Het totaal aantal interne en externe Syrische ontheemden schommelt nu rond de 7 miljoen. Er komen dagelijks vluchtelingen bij die, omdat de grenzen regelmatig gesloten zijn – zoals nu rond het Offerfeest –, zich aan de Syrische kant verzamelen om, zodra het kan, de grote oversteek te wagen. Hulporganisaties en overheden kunnen de influx nauwelijks aan. De internationale gemeenschap en private donaties blijven enorm achter waardoor er lukraak bezuinigd moet worden, zoals in Libanon waar straks 30 tot 35 procent van de geregistreerde 750.000 vluchtelingen (in totaal wordt het aantal op 1.15 miljoen geschat) alle noodhulp wordt ontzegd. Voor hen zijn er geen dekens meer, voedselbonnen, kleding of andere basale hulpgoederen. Ondertussen denk ik aan Nederland dat zo ‘ruimhartig’ is 350 vluchtelingen op te nemen. 350… En dan mogen ze eigenlijk nog geen man zijn ook.
Hier in Koerdistan probeert men zich voor te bereiden op een lange koude winter met regen en modderstromen. In Libanon en Syrië zelf rekent men op sneeuw, ijs en erger nog.
Er zinkt een boot op de Middellandse Zee, de zoveelste. ’s Nachts rennen mannen door lege velden vol prikkeldraad. Er klinkt een schot. Bloedhonden dolen rond. Van alle kanten komen ze, stromen ze, spoelen ze aan op onze kust. Omdat wij liever banken redden dan mensen helpen, omdat wij politieke spelletjes spelen over de ruggen van vluchtelingen in eindeloze tentenkampen die slechts kunnen bidden ergens een broeder te vinden, een behulpzame Koerd misschien, want de rest is elke notie van broederschap allang verloren.

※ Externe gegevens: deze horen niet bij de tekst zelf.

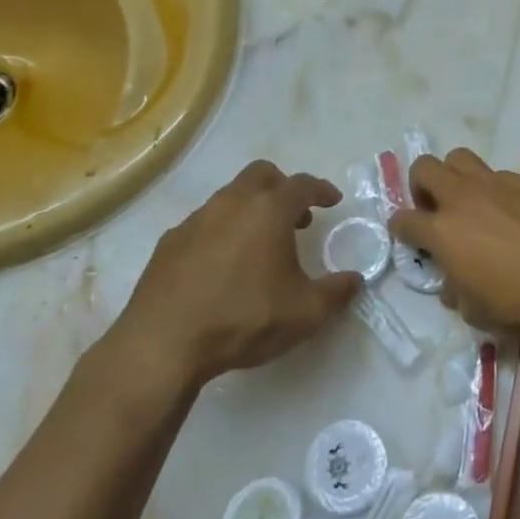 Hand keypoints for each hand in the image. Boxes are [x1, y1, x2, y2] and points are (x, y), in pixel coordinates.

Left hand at [96, 161, 360, 399]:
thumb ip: (336, 292)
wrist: (163, 344)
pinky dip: (221, 230)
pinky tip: (223, 264)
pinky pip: (204, 222)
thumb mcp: (305, 313)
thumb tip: (356, 280)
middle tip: (296, 216)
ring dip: (251, 208)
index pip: (302, 185)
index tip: (332, 201)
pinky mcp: (169, 242)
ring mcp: (196, 219)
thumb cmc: (243, 319)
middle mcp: (232, 203)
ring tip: (260, 243)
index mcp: (269, 211)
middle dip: (282, 188)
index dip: (321, 190)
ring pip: (230, 196)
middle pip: (262, 175)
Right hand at [391, 149, 519, 341]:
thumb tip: (453, 284)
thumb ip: (456, 291)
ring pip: (462, 158)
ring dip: (458, 177)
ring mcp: (499, 183)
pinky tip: (518, 214)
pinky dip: (500, 191)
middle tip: (435, 208)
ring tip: (472, 202)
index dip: (401, 229)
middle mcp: (465, 197)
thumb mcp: (476, 312)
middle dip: (421, 185)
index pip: (404, 220)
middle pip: (425, 167)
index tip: (408, 237)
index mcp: (443, 230)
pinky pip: (504, 176) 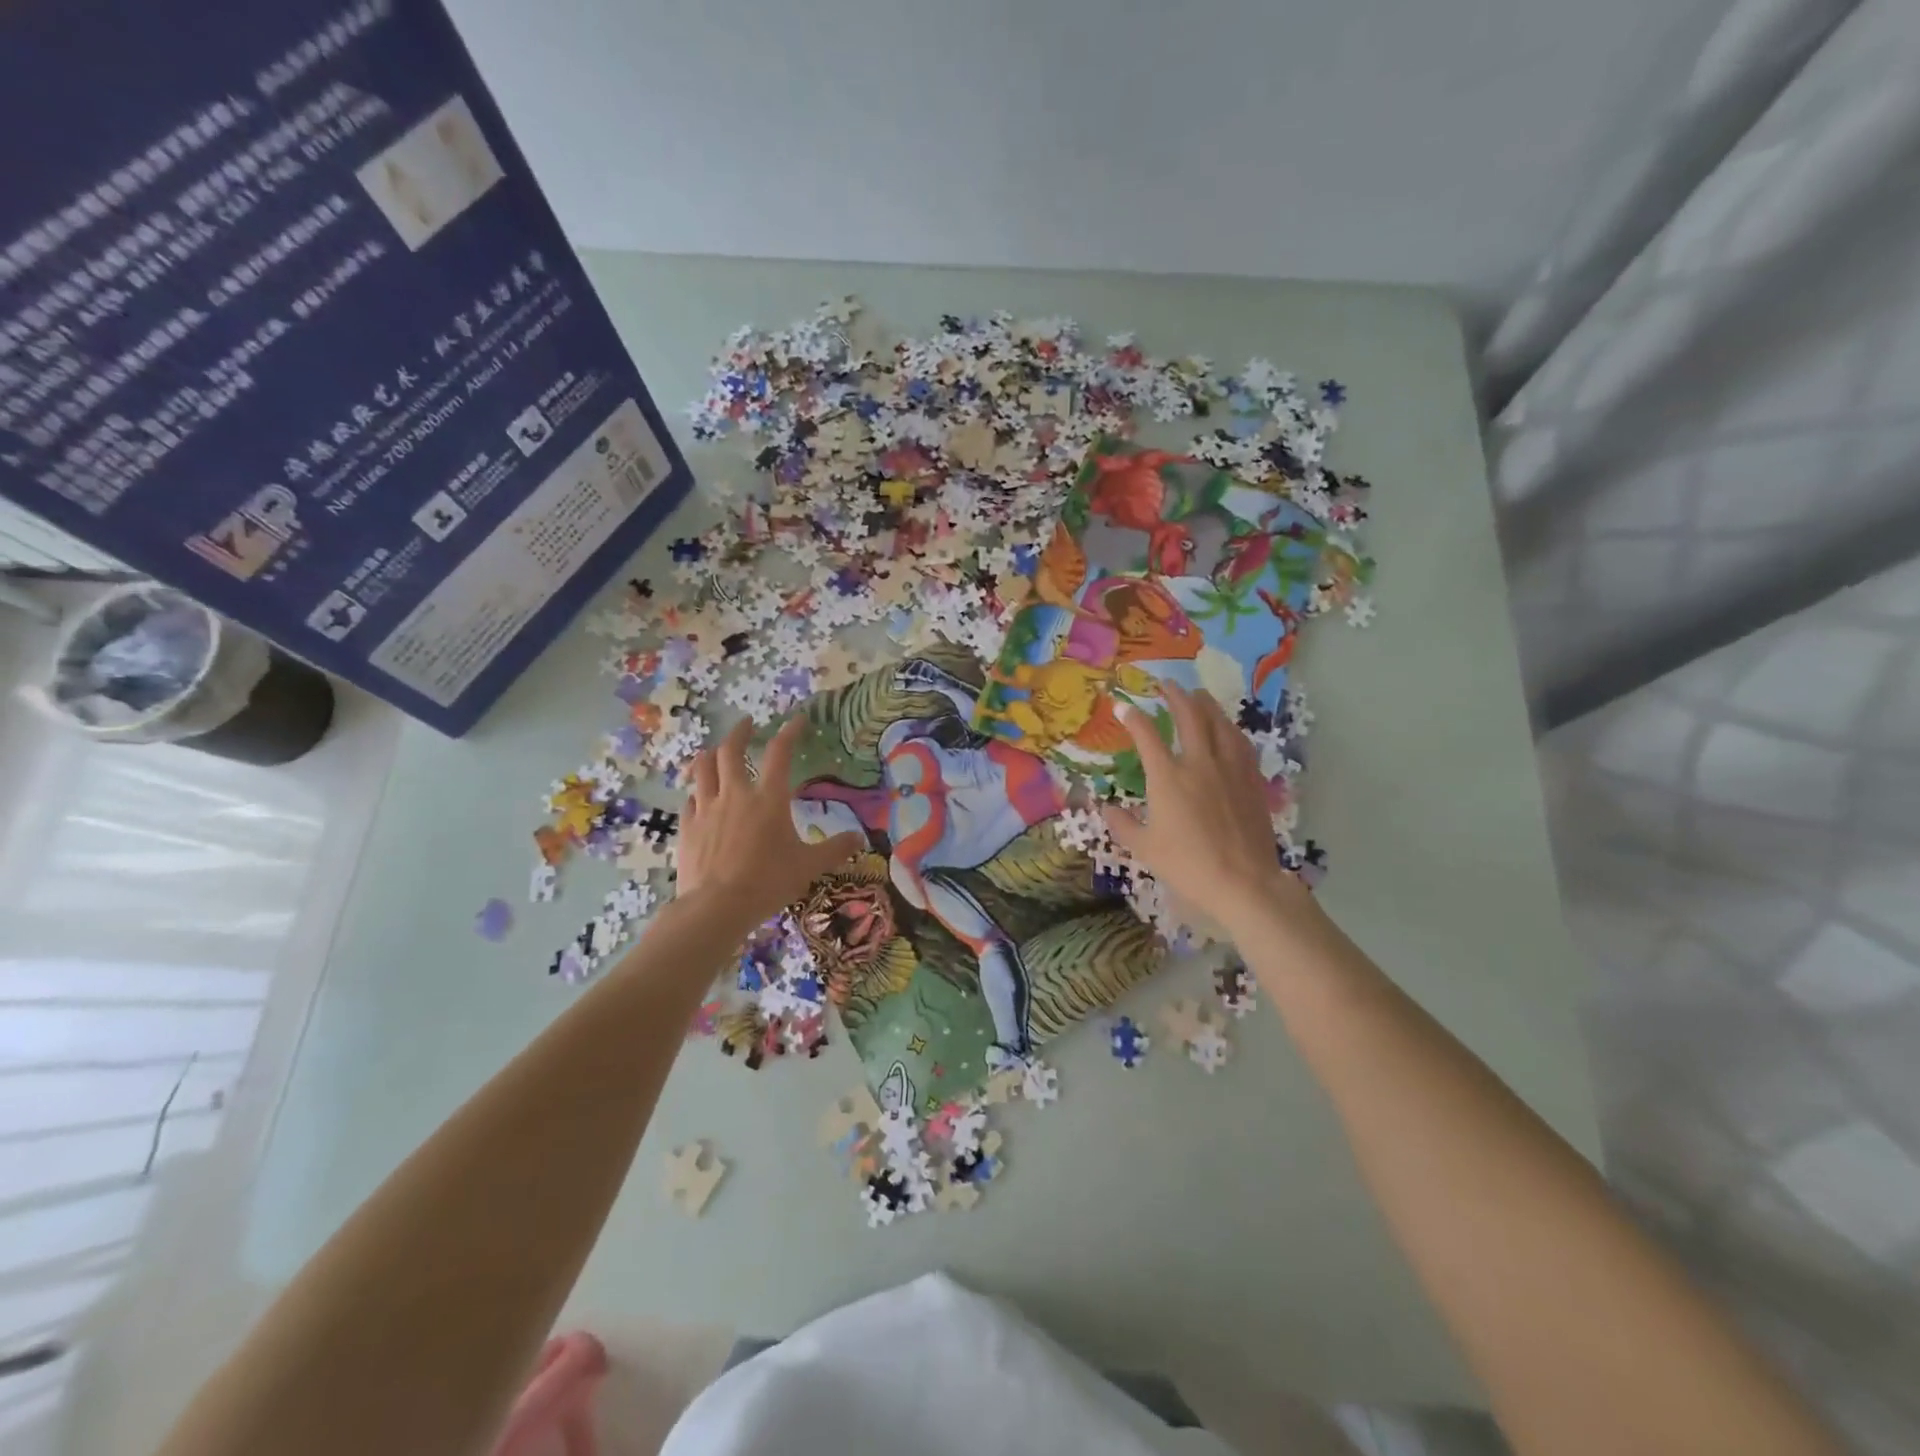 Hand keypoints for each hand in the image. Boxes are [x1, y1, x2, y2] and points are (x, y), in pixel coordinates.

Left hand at [677, 717, 864, 925]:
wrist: (717, 906)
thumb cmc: (768, 882)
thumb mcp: (809, 866)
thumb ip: (834, 849)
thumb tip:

Monique Samuel schrijft tweemaandelijks een column voor Nieuwwij.nl. Momenteel zit Monique in Koerdistan.
Beste Monique,
Zo af en toe zie ik je op tv aanschuiven bij P&W of een ander programma. Jij bent dan nauwelijks nog te stuiten in jouw enthousiasme, als je bericht over de toestand in de Arabische wereld. Dat is erg lovenswaardig, zeker. Er zijn ook mensen die jouw enthousiasme niet zo op prijs stellen. Dat is overigens heel normaals binnen onze samenleving. Niets nieuws onder de zon.
Nadat ik jouw blog grondig had gelezen, kwamen bij mij de volgende gedachten bovendrijven.
Regelmatig lees ik soortgelijke berichten over vluchtelingen in oorlogsgebieden. Soms gaat het nog veel verder, is het nog schrijnender, wordt er via de media onmenselijk veel leed over de toeschouwende wereld gestort, en zijn chemische wapens erger dan clusterbommen. Miljoenen mensen ontvluchten het strijdtoneel om vervolgens speelbal te worden van regeringen, hulporganisaties, politiek en de media.
De hulporganisaties bekvechten soms om de grootste hap uit de financiële taart. De strijkstok is hier en daar een groot goed binnen de hulporganisaties. Bekende Nederlanders en andere mondiale grootheden “bekommeren” zich om de arme donders. Niet dat ze dat letterlijk doen, nee, ze zingen, schreeuwen, dansen en maken feest om geld bij elkaar te sprokkelen, dat vervolgens maar mondjesmaat terechtkom op de beloofde plekken.
Miljarden Euro’s, Dollars, Roebels en Yen vliegen ons in politieke spelletjes, landelijk, Europees en mondiaal om de oren, zonder dat wij ze zien. Het heilige geld overheerst, ook al is het maar schijn(heilig)geld of zit het in luchtkastelen. Maakt niet uit, zolang het mij maar goed gaat, nietwaar? Een enorme boterberg op de wereld vloeit over miljoenen hoofden van de hypocrieten.
Wellicht is een optie dat ieder mens die zich werkelijk bekommert om de vluchtelingen, één iemand of misschien één familie, tijdelijk of permanent onderdak biedt. Volgens mij is het probleem dan opgelost.
Ik moet eerlijk bekennen dat ik het om allerlei praktische redenen niet zou doen. En ik ben nu eenmaal geen idealist, maar wordt wel steeds realistischer.